Auditoria por evento (gatilhos)
Além do ciclo regular, certas situações justificam a realização de uma auditoria pontual:
- Lançamento de novo produto ou serviço que envolva coleta de dados pessoais
- Fusão, aquisição ou incorporação — que pode introduzir novas práticas de tratamento e bases de dados não mapeadas
- Mudança relevante de processo em área que trata dados pessoais
- Incidente de segurança — a auditoria pós-incidente verifica a causa raiz e o estado dos controles
- Notificação ou investigação da ANPD — preparação e resposta
- Novo regulamento ou atualização normativa da ANPD que altere obrigações
Fase 1: Planejamento da auditoria
1.1 Defina o escopo
O escopo delimita o que será auditado. Ele pode ser:
- Abrangente: toda a organização — adequado para o primeiro ciclo ou para auditorias anuais de menor profundidade
- Focalizado em departamento: ex.: apenas o departamento de Marketing ou de RH
- Focalizado em processo: ex.: apenas o processo de atendimento ao cliente, ou o processo de onboarding de colaboradores
- Focalizado em tema: ex.: apenas o estado dos contratos com operadores (DPAs), ou apenas o canal de atendimento a titulares
1.2 Defina os critérios de auditoria
Os critérios são os parâmetros contra os quais o estado atual será avaliado:
- Dispositivos da LGPD (Arts. 5º a 55)
- Resoluções da ANPD aplicáveis (dosimetria, comunicação de incidentes, encarregado, etc.)

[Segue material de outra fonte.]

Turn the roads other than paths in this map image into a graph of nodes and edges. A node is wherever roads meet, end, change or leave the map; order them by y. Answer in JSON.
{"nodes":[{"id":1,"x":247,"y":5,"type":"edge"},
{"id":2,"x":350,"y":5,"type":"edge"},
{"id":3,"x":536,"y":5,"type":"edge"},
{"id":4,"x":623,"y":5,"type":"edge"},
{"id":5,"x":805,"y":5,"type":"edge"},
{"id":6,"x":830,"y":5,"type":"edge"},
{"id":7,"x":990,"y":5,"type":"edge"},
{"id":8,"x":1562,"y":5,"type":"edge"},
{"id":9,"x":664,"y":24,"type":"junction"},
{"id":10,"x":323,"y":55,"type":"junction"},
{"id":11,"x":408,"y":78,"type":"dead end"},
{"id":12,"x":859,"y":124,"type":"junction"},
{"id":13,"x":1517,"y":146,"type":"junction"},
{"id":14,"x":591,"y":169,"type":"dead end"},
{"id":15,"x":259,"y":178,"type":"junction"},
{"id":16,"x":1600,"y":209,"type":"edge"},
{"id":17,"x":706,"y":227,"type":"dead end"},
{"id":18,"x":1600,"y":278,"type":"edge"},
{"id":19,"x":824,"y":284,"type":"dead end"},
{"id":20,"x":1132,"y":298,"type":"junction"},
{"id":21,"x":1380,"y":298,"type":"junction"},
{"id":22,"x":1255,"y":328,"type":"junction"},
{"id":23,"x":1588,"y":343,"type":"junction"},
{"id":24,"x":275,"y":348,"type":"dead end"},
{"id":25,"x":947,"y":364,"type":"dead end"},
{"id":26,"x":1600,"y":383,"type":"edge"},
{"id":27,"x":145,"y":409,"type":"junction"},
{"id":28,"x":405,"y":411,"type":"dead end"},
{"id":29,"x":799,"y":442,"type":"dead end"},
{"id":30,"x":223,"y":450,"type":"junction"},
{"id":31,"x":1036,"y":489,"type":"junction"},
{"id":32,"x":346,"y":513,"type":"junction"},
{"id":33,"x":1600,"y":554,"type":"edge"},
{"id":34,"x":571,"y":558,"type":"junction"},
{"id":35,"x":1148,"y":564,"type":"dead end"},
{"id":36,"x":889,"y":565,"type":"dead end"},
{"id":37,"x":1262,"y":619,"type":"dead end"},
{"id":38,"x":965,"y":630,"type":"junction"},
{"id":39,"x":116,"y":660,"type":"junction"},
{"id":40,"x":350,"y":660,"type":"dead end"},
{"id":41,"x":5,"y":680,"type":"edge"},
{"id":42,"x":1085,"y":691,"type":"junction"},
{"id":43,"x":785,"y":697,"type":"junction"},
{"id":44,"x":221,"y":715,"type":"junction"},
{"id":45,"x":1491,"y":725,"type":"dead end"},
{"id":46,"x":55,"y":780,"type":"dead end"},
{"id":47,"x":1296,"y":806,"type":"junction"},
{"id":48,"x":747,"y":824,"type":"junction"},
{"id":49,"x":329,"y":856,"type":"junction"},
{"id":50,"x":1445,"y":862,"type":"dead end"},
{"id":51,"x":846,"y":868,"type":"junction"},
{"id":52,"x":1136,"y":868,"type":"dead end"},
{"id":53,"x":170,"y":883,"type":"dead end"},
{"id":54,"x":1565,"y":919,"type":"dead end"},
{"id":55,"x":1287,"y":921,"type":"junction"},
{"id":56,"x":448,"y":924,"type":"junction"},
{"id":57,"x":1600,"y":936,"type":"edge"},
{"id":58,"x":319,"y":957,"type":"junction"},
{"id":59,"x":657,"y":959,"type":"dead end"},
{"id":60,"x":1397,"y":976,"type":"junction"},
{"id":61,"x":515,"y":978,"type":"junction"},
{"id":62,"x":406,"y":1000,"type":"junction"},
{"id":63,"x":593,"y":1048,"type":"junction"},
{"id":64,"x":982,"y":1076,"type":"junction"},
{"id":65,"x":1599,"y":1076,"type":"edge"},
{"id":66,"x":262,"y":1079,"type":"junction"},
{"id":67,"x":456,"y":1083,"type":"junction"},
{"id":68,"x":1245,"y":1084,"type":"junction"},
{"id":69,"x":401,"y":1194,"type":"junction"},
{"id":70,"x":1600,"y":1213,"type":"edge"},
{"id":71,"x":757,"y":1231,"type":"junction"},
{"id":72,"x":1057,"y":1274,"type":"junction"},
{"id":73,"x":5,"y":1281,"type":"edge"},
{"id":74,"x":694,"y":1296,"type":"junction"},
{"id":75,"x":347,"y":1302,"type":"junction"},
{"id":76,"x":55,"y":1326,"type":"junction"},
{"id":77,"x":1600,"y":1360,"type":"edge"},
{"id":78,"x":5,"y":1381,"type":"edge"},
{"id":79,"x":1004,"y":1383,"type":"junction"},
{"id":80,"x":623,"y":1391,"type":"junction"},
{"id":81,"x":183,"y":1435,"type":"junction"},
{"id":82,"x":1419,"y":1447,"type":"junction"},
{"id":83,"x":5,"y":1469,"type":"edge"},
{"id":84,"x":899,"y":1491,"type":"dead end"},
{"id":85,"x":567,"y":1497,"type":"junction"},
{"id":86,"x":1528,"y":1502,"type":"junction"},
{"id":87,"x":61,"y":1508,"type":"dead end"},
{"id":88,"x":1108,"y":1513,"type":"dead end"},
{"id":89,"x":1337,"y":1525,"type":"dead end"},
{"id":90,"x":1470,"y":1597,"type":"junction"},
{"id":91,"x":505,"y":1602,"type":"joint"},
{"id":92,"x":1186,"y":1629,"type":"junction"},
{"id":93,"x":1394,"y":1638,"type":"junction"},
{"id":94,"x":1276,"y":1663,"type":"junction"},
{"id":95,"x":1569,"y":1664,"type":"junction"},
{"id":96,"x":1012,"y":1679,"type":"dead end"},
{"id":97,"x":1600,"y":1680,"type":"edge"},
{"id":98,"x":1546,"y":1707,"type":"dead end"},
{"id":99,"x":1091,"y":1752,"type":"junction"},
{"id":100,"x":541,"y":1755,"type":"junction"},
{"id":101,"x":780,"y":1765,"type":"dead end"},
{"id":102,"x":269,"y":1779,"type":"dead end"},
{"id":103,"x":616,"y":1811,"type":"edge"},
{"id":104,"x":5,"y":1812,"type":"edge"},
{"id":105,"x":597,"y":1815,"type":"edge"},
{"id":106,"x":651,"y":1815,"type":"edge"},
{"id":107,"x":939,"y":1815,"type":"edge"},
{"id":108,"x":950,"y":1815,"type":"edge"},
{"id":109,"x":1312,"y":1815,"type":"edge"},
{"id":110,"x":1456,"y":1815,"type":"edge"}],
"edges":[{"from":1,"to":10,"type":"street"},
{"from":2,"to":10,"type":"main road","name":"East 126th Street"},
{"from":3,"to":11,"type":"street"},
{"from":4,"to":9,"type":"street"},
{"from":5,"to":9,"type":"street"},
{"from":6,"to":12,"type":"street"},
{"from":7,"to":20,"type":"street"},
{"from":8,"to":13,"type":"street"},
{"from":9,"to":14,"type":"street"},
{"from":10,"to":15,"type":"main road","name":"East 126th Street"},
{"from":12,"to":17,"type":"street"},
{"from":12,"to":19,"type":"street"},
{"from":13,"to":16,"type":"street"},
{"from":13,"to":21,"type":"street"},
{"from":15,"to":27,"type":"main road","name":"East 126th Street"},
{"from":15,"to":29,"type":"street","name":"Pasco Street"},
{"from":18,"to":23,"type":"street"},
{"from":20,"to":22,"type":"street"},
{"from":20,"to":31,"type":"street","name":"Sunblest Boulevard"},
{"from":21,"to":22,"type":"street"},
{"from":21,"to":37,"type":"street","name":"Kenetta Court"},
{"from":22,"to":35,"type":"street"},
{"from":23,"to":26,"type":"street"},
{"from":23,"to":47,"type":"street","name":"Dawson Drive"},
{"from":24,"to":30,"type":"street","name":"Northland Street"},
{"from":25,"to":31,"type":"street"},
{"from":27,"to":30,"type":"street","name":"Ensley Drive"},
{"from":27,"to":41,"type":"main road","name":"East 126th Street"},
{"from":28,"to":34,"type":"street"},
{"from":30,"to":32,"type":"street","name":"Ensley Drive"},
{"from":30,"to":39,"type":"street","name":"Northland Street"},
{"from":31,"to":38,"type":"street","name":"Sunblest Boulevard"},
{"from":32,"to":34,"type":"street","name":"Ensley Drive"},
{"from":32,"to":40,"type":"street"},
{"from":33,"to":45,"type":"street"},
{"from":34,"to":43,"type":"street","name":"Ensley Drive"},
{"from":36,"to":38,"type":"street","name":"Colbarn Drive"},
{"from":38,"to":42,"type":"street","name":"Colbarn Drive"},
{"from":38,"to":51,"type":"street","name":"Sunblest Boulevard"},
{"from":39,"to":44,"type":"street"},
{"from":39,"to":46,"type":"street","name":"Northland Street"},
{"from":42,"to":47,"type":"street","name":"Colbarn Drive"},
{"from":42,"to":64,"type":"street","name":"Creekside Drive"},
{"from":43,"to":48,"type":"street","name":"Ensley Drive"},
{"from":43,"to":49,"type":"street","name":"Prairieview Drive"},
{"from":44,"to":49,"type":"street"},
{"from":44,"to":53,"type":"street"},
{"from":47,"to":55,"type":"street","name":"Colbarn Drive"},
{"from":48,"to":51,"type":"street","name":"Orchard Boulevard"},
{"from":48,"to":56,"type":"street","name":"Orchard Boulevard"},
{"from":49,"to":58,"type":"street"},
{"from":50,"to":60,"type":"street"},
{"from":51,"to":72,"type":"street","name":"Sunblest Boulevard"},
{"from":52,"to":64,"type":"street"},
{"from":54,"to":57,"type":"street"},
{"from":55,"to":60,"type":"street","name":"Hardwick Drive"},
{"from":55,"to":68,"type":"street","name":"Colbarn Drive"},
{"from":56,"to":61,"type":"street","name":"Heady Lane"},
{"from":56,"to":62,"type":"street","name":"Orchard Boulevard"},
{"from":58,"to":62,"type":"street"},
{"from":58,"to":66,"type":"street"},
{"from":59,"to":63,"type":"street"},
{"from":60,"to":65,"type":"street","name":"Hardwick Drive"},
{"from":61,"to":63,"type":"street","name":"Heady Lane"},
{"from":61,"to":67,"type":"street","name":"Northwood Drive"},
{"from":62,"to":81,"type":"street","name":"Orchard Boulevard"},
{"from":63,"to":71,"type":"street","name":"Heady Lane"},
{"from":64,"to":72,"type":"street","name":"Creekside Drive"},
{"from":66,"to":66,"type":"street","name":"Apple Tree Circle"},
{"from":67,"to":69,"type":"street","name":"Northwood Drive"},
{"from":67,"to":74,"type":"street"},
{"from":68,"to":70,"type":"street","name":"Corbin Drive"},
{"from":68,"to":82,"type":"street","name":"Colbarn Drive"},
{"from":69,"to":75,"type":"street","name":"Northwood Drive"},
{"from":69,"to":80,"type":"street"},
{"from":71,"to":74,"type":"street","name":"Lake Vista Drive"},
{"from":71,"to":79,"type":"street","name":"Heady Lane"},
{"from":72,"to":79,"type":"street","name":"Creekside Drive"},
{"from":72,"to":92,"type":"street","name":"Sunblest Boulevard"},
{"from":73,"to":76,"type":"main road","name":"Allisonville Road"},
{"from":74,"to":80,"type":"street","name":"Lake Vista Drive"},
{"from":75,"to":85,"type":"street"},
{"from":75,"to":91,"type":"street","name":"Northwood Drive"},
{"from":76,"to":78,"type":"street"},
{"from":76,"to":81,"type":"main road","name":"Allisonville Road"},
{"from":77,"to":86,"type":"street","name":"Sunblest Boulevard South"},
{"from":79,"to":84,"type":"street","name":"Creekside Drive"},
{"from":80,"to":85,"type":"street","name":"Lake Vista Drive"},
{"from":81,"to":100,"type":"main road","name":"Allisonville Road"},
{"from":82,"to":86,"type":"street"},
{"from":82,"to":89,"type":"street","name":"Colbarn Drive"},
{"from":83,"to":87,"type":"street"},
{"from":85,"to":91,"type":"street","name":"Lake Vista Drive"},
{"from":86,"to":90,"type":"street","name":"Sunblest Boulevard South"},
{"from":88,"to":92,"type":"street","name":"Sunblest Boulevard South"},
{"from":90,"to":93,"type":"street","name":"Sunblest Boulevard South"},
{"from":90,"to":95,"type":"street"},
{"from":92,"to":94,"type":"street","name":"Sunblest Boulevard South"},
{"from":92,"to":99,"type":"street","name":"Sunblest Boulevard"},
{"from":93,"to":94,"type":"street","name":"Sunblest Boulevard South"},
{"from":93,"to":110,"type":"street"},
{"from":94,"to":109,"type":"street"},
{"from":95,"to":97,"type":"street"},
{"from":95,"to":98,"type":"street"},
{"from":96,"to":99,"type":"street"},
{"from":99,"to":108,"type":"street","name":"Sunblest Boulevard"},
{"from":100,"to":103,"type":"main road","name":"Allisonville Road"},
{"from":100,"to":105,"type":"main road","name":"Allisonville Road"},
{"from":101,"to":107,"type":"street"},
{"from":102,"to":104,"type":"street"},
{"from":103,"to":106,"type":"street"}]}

- Políticas internas da organização (Política de Privacidade, Política de Segurança da Informação, Política de Retenção)
1.3 Monte a equipe de auditoria
A auditoria interna de privacidade é idealmente conduzida pelo encarregado (DPO) — ou, quando há conflito de interesse ou necessidade de visão externa, por consultores especializados. Em organizações grandes, pode envolver:
- DPO como líder do processo
- Representante da área de Segurança da Informação (TI)
- Representante do Jurídico
- Representantes das áreas auditadas (para coleta de evidências)
1.4 Elabore o plano de auditoria
O plano deve conter:
- Escopo e objetivos
- Critérios aplicáveis
- Métodos de coleta de evidências (entrevistas, análise documental, testes técnicos)
- Cronograma (datas, responsáveis)
- Formato do relatório final
Fase 2: Coleta de evidências
A coleta de evidências é o coração da auditoria. As principais técnicas são:
Análise documental
Verificação de documentos existentes e seu estado de atualização:
| Documento | O que verificar |
|---|---|
| Inventário de dados (ROPA) | Existe? Está atualizado? Cobre todos os departamentos? |
| Política de Privacidade / Aviso de Privacidade | Está publicada? Está atualizada? Reflete as práticas reais? |
| Contratos com operadores (DPAs) | Existem contratos para todos os fornecedores relevantes? Estão vigentes? |
| RIPD | Existe para as atividades de alto risco? |
| Registro de incidentes | Incidentes foram registrados e comunicados quando necessário? |
| Registros de treinamento | Colaboradores foram treinados? Há documentação? |
| Ato de nomeação do encarregado | Existe? O encarregado está publicado no site? |
| Tabela de temporalidade | Existe? É seguida? |
Entrevistas com responsáveis de área
Converse com os responsáveis de cada departamento para verificar o conhecimento prático das obrigações:
- Eles sabem que tratam dados pessoais?
- Conhecem a base legal de cada atividade?
- Sabem o que fazer ao receber uma solicitação de titular?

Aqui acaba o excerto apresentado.